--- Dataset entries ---
= = = = =

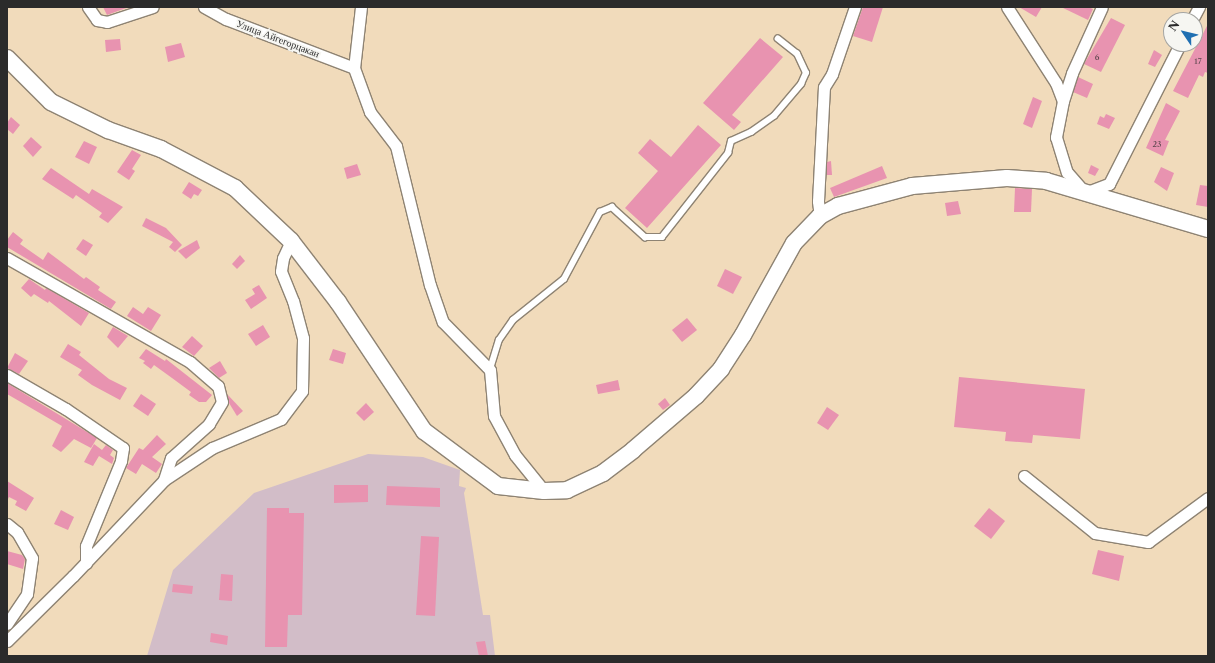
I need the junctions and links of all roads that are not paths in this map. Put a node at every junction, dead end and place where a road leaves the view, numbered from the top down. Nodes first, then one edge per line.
1 (88, 7) edge
2 (153, 7) edge
3 (204, 7) edge
4 (361, 7) edge
5 (855, 7) edge
6 (1007, 7) edge
7 (1102, 7) edge
8 (778, 39) dead end
9 (1176, 52) edge
10 (7, 58) edge
11 (354, 68) junction
12 (1063, 101) junction
13 (1085, 192) junction
14 (820, 216) junction
15 (1208, 229) edge
16 (291, 241) junction
17 (7, 258) edge
18 (490, 370) junction
19 (7, 375) edge
20 (1024, 476) dead end
21 (164, 480) junction
22 (544, 491) junction
23 (1208, 498) edge
24 (7, 524) edge
25 (86, 563) junction
26 (7, 624) edge
27 (7, 641) edge

1 - 2 street
3 - 11 street, Улица Айгегорцакан
4 - 11 street
5 - 14 street
6 - 12 street
7 - 12 street
8 - 18 lane
9 - 13 street
10 - 16 street
11 - 18 street
12 - 13 street
13 - 14 street
13 - 15 street
14 - 22 street
16 - 21 street
16 - 22 street
17 - 21 street
18 - 22 street
19 - 25 street
20 - 23 street
21 - 25 street
24 - 26 street
25 - 27 street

= = = = =

--- Exercise directions ---
The data is to be returned exactly as it stands, pictures aside.

--- Result for this exercise ---
I need the junctions and links of all roads that are not paths in this map. Put a node at every junction, dead end and place where a road leaves the view, numbered from the top down. Nodes first, then one edge per line.
1 (88, 7) edge
2 (153, 7) edge
3 (204, 7) edge
4 (361, 7) edge
5 (855, 7) edge
6 (1007, 7) edge
7 (1102, 7) edge
8 (778, 39) dead end
9 (1176, 52) edge
10 (7, 58) edge
11 (354, 68) junction
12 (1063, 101) junction
13 (1085, 192) junction
14 (820, 216) junction
15 (1208, 229) edge
16 (291, 241) junction
17 (7, 258) edge
18 (490, 370) junction
19 (7, 375) edge
20 (1024, 476) dead end
21 (164, 480) junction
22 (544, 491) junction
23 (1208, 498) edge
24 (7, 524) edge
25 (86, 563) junction
26 (7, 624) edge
27 (7, 641) edge

1 - 2 street
3 - 11 street, Улица Айгегорцакан
4 - 11 street
5 - 14 street
6 - 12 street
7 - 12 street
8 - 18 lane
9 - 13 street
10 - 16 street
11 - 18 street
12 - 13 street
13 - 14 street
13 - 15 street
14 - 22 street
16 - 21 street
16 - 22 street
17 - 21 street
18 - 22 street
19 - 25 street
20 - 23 street
21 - 25 street
24 - 26 street
25 - 27 street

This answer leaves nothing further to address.